Together, we held a series of bilateral meetings with delegations from other countries on the important work of the conference, seeking to ensure the international community helps to provide development and capacity-building assistance to countries on important issues like infrastructure deployment and cybersecurity. Regulatory issues were hot topics in many of these meetings, as well as in a number of FCC bilateral meetings with our counterparts from independent regulators and telecom ministries.

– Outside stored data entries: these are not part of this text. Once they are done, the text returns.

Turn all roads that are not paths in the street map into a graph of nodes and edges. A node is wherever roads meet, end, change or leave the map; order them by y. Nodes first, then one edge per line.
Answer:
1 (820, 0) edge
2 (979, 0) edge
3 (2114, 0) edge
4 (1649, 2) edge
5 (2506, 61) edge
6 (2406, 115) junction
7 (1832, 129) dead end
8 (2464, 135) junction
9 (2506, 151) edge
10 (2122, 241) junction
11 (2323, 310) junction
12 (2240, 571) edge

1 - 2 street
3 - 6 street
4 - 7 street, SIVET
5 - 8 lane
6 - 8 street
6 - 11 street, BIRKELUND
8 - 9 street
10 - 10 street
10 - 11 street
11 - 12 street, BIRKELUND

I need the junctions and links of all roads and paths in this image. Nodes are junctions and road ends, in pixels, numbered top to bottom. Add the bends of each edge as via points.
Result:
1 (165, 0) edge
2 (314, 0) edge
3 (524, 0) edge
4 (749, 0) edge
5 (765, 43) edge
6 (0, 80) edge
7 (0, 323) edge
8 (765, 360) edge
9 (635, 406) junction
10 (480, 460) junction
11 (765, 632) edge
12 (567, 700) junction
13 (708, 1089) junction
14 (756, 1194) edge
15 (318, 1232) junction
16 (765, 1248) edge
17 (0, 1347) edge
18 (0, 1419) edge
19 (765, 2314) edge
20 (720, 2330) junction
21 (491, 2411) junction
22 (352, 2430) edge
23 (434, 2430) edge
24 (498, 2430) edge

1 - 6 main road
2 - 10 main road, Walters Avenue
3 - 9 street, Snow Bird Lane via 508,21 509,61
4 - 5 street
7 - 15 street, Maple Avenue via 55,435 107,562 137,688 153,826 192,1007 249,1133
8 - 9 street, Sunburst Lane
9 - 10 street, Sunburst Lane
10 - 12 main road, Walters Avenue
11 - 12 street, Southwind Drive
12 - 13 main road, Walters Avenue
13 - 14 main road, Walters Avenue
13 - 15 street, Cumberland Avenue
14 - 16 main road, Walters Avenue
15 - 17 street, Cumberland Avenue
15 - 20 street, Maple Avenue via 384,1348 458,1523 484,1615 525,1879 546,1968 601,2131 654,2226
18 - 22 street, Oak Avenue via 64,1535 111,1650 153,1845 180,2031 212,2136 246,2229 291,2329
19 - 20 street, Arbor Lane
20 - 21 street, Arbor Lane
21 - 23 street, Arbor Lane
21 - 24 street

I came away from these meetings with a few key points. First, virtually every regulator emphasized how important it is to get broadband to rural and remote areas of their countries - to promote economic development, education and effective healthcare. Not just connectivity, but broadband. They understand that broadband access can unlock the potential for individuals to prosper in their local communities instead of migrating to urban centers in search of a better quality of life.
While we may be at different stages along the path to enabling broadband access for those in rural areas, the challenges they described sounded all too familiar. As we focus on empowering people in rural America by enabling affordable access to broadband, we will at the same time be a case study and a shared experience that will be of interest to many countries around the world thinking about broadband deployment.
A second shared challenge is the difficulty of freeing spectrum for more efficient uses. African countries, for example, are facing a 2015 deadline for their DTV transition, and we had several lively conversations on the "lessons learned" from our experience just a few years ago. In addition, other countries are debating how best to conduct spectrum auctions, and have been following our auctions activities closely. We discussed not only auctions methodologies, but also how best to strike that delicate balance between licensed and unlicensed spectrum.
And third, every session included a spirited discussion about the challenges regulators face as they grapple with regulatory frameworks from a circuit-switched world trying to keep up with a fast-evolving IP environment. Suffice it to say there was a lot of interest in the tech transitions activities underway at the FCC.
Discussing shared goals and comparing problem-solving approaches has a way of focusing attention on the similarities between the challenges we and other regulators both face. It's clear that other countries are following how the FCC tackles these challenges closely; they monitor our proceedings and study our orders. This just underscores the importance of getting our policies right - the decisions we make matter not just for U.S. consumers, but set a standard for policy makers worldwide.